Reproduzo aqui um excelente artigo do nosso querido amigo, professor Jorge Leão, acerca de importante reflexão filosófica sobre a fé e a religião em nosso tempo. Saboreiem!
Ainda vigora entre nós um discurso religioso amortecedor das reais implicações da vida. Nos meios católicos e protestantes, estatisticamente os grandes representantes do cristianismo no Ocidente, é possível ainda ouvir-se expressões como “céu, inferno e purgatório” como lugares, dimensões físicas, de caráter póstumo, isto é, espaços geográficos situados além da morte. Vigora ainda a triste idéia de que a morte, por si mesma, seria capaz de amenizar as culpas e máculas de alguém, pelo simples fato de desejarmos que um ente querido, já falecido, esteja na eternidade, ao lado de Deus, como a dar a ele um prêmio automático.
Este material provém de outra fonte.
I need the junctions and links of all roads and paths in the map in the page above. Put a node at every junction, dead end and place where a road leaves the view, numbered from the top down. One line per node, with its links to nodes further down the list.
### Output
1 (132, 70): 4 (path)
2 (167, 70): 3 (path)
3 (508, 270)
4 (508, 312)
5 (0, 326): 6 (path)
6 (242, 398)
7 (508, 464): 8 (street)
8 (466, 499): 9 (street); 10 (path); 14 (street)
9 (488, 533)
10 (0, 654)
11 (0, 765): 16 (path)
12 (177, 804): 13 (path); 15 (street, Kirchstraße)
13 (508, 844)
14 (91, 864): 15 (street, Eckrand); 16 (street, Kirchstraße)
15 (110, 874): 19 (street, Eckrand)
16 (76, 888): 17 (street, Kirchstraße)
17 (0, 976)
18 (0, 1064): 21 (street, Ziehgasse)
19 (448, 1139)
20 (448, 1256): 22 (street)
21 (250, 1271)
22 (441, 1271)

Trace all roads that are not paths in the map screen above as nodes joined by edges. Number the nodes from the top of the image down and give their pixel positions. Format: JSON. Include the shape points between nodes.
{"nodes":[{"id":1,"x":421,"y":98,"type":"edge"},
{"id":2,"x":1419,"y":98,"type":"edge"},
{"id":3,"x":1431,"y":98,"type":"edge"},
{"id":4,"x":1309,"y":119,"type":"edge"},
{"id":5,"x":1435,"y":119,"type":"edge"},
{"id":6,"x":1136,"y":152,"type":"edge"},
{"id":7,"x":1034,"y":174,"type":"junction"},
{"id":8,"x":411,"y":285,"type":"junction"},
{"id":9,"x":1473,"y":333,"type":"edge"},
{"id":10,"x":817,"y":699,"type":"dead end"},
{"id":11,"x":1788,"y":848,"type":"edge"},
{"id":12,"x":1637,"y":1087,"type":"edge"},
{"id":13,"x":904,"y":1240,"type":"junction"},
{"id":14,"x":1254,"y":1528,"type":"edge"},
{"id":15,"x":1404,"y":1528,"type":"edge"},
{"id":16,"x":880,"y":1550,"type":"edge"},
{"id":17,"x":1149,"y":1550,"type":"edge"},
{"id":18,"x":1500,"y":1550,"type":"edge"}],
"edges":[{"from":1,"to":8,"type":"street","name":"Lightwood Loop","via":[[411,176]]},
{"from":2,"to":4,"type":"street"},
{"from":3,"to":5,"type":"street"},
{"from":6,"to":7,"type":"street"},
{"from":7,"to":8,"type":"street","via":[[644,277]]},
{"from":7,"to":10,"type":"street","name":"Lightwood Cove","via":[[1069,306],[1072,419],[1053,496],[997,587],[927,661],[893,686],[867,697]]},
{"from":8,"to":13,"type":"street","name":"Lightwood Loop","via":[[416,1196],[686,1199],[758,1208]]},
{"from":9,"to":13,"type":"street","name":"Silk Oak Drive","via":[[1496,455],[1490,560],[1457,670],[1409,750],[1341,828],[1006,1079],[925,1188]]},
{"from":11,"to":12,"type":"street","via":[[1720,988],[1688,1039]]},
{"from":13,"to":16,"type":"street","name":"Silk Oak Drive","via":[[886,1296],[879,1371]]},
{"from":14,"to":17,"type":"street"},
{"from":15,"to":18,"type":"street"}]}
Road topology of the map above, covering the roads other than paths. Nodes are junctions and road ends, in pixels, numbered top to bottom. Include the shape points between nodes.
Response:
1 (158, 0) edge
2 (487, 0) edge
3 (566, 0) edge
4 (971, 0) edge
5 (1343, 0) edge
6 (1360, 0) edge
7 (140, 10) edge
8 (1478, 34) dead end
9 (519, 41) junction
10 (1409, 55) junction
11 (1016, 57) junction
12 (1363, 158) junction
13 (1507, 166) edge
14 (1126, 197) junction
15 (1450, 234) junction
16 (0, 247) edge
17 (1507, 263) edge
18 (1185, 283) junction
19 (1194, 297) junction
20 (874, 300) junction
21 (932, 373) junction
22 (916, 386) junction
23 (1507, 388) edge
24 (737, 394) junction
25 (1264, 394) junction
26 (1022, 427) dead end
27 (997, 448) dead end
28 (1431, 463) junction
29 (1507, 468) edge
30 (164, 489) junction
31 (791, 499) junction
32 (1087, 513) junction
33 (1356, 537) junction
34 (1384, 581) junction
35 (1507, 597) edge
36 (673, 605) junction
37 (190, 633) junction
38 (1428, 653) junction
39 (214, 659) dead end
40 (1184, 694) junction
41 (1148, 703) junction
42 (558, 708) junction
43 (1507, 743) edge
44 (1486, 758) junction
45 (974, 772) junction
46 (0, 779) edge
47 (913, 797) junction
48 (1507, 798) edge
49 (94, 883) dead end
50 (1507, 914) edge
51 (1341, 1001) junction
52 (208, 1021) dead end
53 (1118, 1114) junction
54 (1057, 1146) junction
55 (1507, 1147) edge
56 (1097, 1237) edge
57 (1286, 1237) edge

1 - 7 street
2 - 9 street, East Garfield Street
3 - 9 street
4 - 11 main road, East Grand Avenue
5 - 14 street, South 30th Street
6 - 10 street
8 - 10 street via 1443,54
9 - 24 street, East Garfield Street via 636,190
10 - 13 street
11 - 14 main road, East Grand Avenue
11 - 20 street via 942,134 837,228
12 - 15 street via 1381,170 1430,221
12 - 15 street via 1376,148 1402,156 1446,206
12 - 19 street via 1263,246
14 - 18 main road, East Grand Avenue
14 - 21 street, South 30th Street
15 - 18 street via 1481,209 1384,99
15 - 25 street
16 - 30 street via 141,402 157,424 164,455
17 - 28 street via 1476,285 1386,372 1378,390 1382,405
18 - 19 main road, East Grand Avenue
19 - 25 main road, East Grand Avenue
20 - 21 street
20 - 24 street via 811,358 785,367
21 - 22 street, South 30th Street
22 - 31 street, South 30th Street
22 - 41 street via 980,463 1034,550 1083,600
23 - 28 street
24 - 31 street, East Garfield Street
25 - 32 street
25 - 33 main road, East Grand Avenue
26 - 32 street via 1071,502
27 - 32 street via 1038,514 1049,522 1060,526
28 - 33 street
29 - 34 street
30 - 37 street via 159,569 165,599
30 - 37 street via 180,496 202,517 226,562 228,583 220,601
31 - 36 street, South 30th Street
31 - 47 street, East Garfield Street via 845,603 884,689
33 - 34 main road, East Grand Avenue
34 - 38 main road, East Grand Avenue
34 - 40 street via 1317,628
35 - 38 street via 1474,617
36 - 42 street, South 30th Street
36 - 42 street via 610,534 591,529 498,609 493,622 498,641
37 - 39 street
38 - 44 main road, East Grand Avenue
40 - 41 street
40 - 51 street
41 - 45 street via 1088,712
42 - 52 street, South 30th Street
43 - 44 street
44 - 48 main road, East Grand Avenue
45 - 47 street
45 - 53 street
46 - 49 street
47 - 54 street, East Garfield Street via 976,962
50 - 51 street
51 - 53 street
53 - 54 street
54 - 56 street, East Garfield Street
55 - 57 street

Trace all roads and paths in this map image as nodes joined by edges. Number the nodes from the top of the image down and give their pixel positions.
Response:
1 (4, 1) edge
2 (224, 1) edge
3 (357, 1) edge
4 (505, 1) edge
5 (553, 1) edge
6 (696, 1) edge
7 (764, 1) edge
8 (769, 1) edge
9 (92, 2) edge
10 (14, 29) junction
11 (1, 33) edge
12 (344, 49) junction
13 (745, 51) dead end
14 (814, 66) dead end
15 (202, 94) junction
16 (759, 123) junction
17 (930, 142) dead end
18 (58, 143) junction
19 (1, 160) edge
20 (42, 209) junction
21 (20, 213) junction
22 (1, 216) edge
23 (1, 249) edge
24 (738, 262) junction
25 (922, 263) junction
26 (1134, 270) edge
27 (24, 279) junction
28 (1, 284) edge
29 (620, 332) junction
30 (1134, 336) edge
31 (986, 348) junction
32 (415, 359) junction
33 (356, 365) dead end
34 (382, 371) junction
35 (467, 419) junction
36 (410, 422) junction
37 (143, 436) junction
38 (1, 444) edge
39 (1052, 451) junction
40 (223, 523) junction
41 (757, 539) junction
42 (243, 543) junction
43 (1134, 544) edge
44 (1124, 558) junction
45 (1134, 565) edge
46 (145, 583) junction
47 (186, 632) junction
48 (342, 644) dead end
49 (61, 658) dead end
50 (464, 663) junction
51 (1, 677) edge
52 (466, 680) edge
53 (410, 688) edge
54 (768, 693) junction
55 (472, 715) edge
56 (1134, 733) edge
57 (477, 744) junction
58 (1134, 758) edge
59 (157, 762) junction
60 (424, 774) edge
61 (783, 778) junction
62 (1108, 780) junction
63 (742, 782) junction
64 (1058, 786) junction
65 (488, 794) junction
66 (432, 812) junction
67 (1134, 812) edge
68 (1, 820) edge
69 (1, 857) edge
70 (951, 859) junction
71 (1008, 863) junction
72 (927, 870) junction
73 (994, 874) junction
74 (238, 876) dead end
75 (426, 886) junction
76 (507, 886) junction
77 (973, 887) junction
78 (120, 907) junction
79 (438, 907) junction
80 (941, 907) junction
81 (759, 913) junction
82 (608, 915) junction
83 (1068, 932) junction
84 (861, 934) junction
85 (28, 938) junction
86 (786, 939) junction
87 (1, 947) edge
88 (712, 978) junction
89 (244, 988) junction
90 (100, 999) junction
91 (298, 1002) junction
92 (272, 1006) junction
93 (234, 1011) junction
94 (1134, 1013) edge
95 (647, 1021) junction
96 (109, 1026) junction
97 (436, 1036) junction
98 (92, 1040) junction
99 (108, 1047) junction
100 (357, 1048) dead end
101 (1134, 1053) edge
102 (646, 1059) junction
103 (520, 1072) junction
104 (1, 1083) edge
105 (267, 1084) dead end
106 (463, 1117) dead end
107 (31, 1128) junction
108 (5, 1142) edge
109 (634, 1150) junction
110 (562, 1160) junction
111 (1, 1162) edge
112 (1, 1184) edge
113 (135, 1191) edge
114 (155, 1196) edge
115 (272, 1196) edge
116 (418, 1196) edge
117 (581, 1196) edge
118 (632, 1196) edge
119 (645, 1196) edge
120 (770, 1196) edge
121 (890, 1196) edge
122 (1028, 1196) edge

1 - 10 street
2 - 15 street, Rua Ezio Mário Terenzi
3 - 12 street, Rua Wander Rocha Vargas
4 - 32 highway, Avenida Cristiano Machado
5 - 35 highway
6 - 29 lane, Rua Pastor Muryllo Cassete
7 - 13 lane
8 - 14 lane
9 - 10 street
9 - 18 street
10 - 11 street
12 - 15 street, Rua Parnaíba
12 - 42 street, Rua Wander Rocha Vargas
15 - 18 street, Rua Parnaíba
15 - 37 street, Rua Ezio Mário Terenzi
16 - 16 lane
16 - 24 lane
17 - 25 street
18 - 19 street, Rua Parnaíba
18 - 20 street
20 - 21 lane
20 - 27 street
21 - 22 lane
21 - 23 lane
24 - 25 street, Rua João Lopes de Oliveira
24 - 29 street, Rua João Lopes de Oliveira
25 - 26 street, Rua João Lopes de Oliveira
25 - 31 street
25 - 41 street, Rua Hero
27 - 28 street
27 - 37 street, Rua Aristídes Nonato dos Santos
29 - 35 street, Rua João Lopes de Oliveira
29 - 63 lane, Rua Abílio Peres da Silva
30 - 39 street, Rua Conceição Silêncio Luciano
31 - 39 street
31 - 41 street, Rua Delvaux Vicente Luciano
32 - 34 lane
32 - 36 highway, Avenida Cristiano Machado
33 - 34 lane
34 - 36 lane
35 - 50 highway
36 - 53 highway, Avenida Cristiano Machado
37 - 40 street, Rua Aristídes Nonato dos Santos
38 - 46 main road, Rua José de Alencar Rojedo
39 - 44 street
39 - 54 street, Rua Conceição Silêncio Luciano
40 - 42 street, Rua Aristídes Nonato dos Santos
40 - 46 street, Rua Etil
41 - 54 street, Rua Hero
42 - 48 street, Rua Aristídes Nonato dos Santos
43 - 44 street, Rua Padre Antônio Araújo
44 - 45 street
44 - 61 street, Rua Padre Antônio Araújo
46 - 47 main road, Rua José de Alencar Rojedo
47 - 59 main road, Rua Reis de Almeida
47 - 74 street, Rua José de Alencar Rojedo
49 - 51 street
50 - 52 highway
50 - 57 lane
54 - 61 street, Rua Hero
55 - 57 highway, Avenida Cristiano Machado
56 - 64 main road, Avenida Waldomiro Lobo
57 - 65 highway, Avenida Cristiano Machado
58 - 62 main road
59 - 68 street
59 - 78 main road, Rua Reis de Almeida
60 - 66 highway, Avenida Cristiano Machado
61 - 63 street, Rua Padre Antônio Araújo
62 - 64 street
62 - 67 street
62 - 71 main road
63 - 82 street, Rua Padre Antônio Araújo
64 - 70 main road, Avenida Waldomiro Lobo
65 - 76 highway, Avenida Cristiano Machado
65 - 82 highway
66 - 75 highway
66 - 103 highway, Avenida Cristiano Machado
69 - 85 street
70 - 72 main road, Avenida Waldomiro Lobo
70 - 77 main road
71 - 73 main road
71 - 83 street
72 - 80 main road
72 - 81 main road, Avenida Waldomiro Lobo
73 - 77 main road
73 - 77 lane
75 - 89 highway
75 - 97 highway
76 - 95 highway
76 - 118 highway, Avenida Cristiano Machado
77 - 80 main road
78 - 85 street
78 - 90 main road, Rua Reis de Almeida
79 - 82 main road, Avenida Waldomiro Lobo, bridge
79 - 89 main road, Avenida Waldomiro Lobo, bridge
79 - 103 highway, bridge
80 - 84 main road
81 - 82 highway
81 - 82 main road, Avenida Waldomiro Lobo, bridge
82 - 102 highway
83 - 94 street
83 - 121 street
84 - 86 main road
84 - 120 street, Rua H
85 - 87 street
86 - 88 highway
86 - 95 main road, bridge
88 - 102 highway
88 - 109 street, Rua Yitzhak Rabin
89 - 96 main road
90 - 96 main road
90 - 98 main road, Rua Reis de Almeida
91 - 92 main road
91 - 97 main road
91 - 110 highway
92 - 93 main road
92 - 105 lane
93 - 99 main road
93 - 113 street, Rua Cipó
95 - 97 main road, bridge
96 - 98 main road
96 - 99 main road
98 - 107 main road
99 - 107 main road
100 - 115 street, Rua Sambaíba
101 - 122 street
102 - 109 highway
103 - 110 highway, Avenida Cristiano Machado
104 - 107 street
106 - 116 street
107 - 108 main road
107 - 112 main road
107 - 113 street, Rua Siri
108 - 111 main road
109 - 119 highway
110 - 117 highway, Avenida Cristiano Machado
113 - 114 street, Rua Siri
São visões de Deus bastante infantis, que endossam uma relação de profundo distanciamento com a realidade. Muitos segmentos intitulados “cristãos” promovem atualmente uma liturgia sensualista, onde as pessoas precisam de um manto branco, ou de medalhas no peito, ou mesmo das propagadas bênçãos. É impressionante como há bênçãos hoje nos lembretes ao final das liturgias; há bênçãos para tudo, para garganta mal curada, para empresários falidos, para filhos que irão fazer o concorrido vestibular, ritos especiais onde se encontram velas com poderes de expulsar os males que se fincam na casa dos devotos, corredores abençoados por gritos e êxtases, as romarias e caravanas para verem formigas que tecem a face de Maria em folhas caídas pelo chão, peregrinações e sacrifícios a santuários exigindo esforços corpóreos ultra-humanos, e tantas outras proclamações de crença ritualista, que em nada aprofunda o amor e a justiça, os pilares centrais da mensagem de Jesus de Nazaré para a vida concreta, sem disfarces pretensamente imaculados ou estratégias psicológicas de sedução pelas fraquezas ou necessidades materiais de quem neste tipo de crença adentra. Fato este que facilita por demais a entrada neste falso céu geográfico, que nos distancia da mensagem de Jesus de Nazaré.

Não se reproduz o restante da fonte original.